#### TASK BRIEF
Start at the first line of the material below and retype each line through the one containing "Road topology of", exactly.

━━━━━━━━━━━━━━━━━━━━

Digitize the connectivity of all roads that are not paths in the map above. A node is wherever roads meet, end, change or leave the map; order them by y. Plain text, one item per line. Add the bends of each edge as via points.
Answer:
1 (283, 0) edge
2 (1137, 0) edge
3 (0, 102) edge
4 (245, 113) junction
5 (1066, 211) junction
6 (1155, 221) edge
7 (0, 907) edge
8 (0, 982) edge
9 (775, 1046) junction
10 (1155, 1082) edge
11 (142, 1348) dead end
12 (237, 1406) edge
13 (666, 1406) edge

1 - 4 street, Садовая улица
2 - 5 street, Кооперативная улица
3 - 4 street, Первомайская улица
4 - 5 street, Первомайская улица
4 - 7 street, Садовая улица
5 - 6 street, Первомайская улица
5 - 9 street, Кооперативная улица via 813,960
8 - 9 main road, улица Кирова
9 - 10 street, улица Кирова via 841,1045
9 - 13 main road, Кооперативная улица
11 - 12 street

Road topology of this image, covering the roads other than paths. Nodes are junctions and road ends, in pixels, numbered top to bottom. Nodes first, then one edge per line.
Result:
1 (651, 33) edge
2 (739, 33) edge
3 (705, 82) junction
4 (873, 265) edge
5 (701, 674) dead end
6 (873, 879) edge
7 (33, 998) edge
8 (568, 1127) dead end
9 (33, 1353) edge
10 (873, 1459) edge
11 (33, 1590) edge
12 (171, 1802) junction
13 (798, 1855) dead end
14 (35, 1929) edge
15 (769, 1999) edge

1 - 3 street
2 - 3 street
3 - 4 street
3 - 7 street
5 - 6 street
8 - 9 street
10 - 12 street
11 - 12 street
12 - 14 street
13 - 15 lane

━━━━━━━━━━━━━━━━━━━━

#### THE COMPLETED TASK
Digitize the connectivity of all roads that are not paths in the map above. A node is wherever roads meet, end, change or leave the map; order them by y. Plain text, one item per line. Add the bends of each edge as via points.
Answer:
1 (283, 0) edge
2 (1137, 0) edge
3 (0, 102) edge
4 (245, 113) junction
5 (1066, 211) junction
6 (1155, 221) edge
7 (0, 907) edge
8 (0, 982) edge
9 (775, 1046) junction
10 (1155, 1082) edge
11 (142, 1348) dead end
12 (237, 1406) edge
13 (666, 1406) edge

1 - 4 street, Садовая улица
2 - 5 street, Кооперативная улица
3 - 4 street, Первомайская улица
4 - 5 street, Первомайская улица
4 - 7 street, Садовая улица
5 - 6 street, Первомайская улица
5 - 9 street, Кооперативная улица via 813,960
8 - 9 main road, улица Кирова
9 - 10 street, улица Кирова via 841,1045
9 - 13 main road, Кооперативная улица
11 - 12 street

Road topology of this image, covering the roads other than paths. Nodes are junctions and road ends, in pixels, numbered top to bottom. Nodes first, then one edge per line.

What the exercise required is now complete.